Saved data entries:
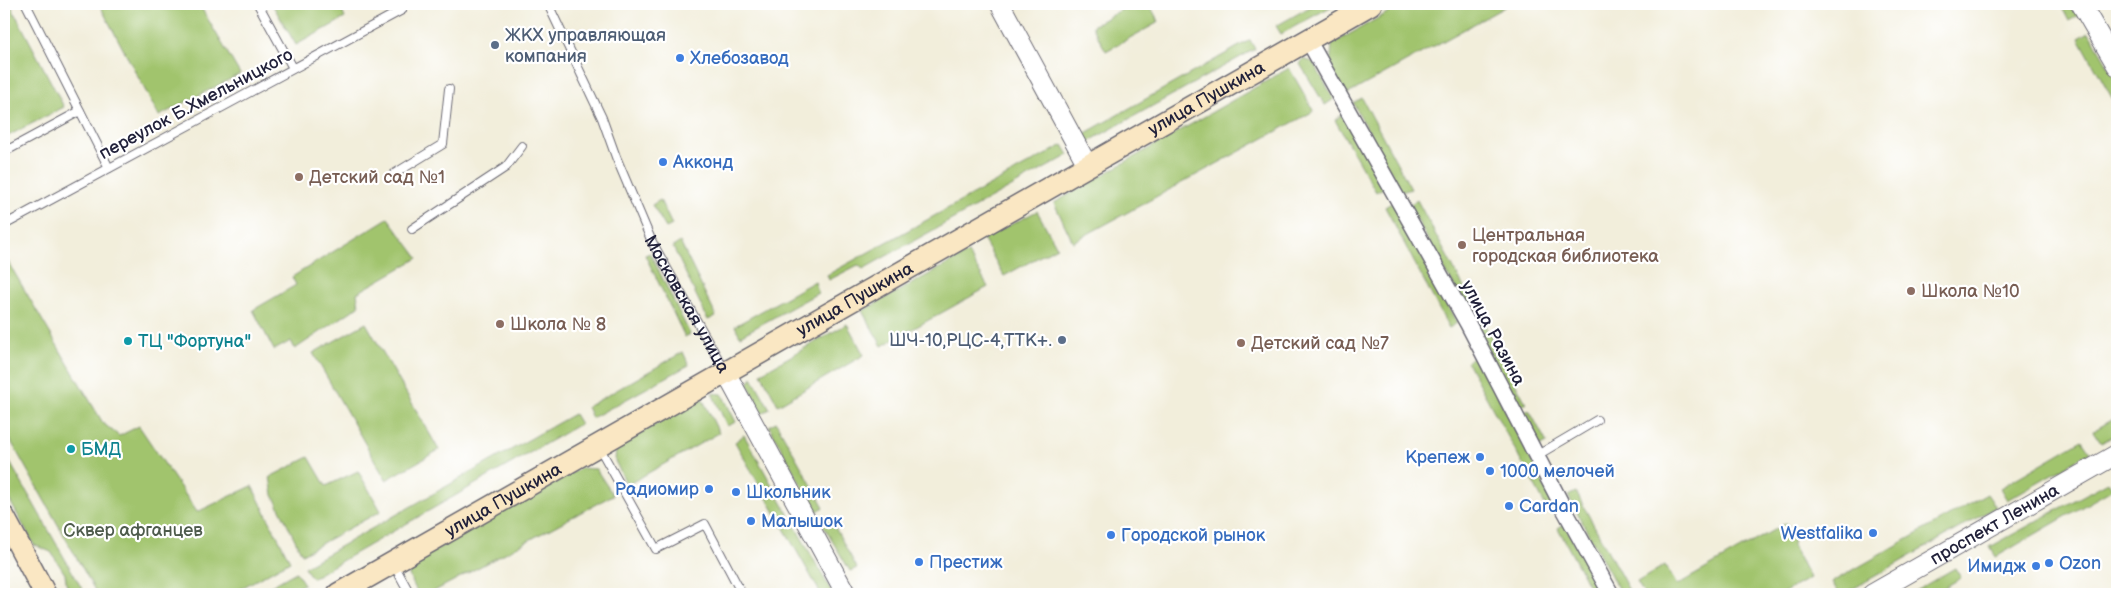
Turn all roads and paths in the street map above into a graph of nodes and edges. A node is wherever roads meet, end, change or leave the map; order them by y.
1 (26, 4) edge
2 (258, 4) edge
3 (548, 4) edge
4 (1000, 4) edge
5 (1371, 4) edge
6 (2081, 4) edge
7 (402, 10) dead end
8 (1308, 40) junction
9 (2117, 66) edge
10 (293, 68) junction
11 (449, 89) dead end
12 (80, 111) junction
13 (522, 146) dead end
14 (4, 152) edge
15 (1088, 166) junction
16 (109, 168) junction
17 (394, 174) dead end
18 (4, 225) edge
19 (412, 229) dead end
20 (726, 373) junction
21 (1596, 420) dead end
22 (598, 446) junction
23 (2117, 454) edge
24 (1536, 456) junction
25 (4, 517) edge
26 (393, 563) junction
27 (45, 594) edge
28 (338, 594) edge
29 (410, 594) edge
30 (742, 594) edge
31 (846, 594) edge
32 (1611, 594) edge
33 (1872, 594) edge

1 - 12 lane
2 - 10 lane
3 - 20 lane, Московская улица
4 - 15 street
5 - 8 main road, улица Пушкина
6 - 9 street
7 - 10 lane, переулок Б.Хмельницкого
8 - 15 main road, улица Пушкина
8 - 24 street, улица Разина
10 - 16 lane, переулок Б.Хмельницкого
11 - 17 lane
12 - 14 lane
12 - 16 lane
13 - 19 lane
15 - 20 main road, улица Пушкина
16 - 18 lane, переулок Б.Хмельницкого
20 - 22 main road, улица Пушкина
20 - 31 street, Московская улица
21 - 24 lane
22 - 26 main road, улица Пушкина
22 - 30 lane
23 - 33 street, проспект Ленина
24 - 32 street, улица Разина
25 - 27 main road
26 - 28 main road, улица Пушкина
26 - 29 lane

#### Work request
Write every entry out again exactly, dropping the pictures.

#### Your response
Turn all roads and paths in the street map above into a graph of nodes and edges. A node is wherever roads meet, end, change or leave the map; order them by y.
1 (26, 4) edge
2 (258, 4) edge
3 (548, 4) edge
4 (1000, 4) edge
5 (1371, 4) edge
6 (2081, 4) edge
7 (402, 10) dead end
8 (1308, 40) junction
9 (2117, 66) edge
10 (293, 68) junction
11 (449, 89) dead end
12 (80, 111) junction
13 (522, 146) dead end
14 (4, 152) edge
15 (1088, 166) junction
16 (109, 168) junction
17 (394, 174) dead end
18 (4, 225) edge
19 (412, 229) dead end
20 (726, 373) junction
21 (1596, 420) dead end
22 (598, 446) junction
23 (2117, 454) edge
24 (1536, 456) junction
25 (4, 517) edge
26 (393, 563) junction
27 (45, 594) edge
28 (338, 594) edge
29 (410, 594) edge
30 (742, 594) edge
31 (846, 594) edge
32 (1611, 594) edge
33 (1872, 594) edge

1 - 12 lane
2 - 10 lane
3 - 20 lane, Московская улица
4 - 15 street
5 - 8 main road, улица Пушкина
6 - 9 street
7 - 10 lane, переулок Б.Хмельницкого
8 - 15 main road, улица Пушкина
8 - 24 street, улица Разина
10 - 16 lane, переулок Б.Хмельницкого
11 - 17 lane
12 - 14 lane
12 - 16 lane
13 - 19 lane
15 - 20 main road, улица Пушкина
16 - 18 lane, переулок Б.Хмельницкого
20 - 22 main road, улица Пушкина
20 - 31 street, Московская улица
21 - 24 lane
22 - 26 main road, улица Пушкина
22 - 30 lane
23 - 33 street, проспект Ленина
24 - 32 street, улица Разина
25 - 27 main road
26 - 28 main road, улица Пушкина
26 - 29 lane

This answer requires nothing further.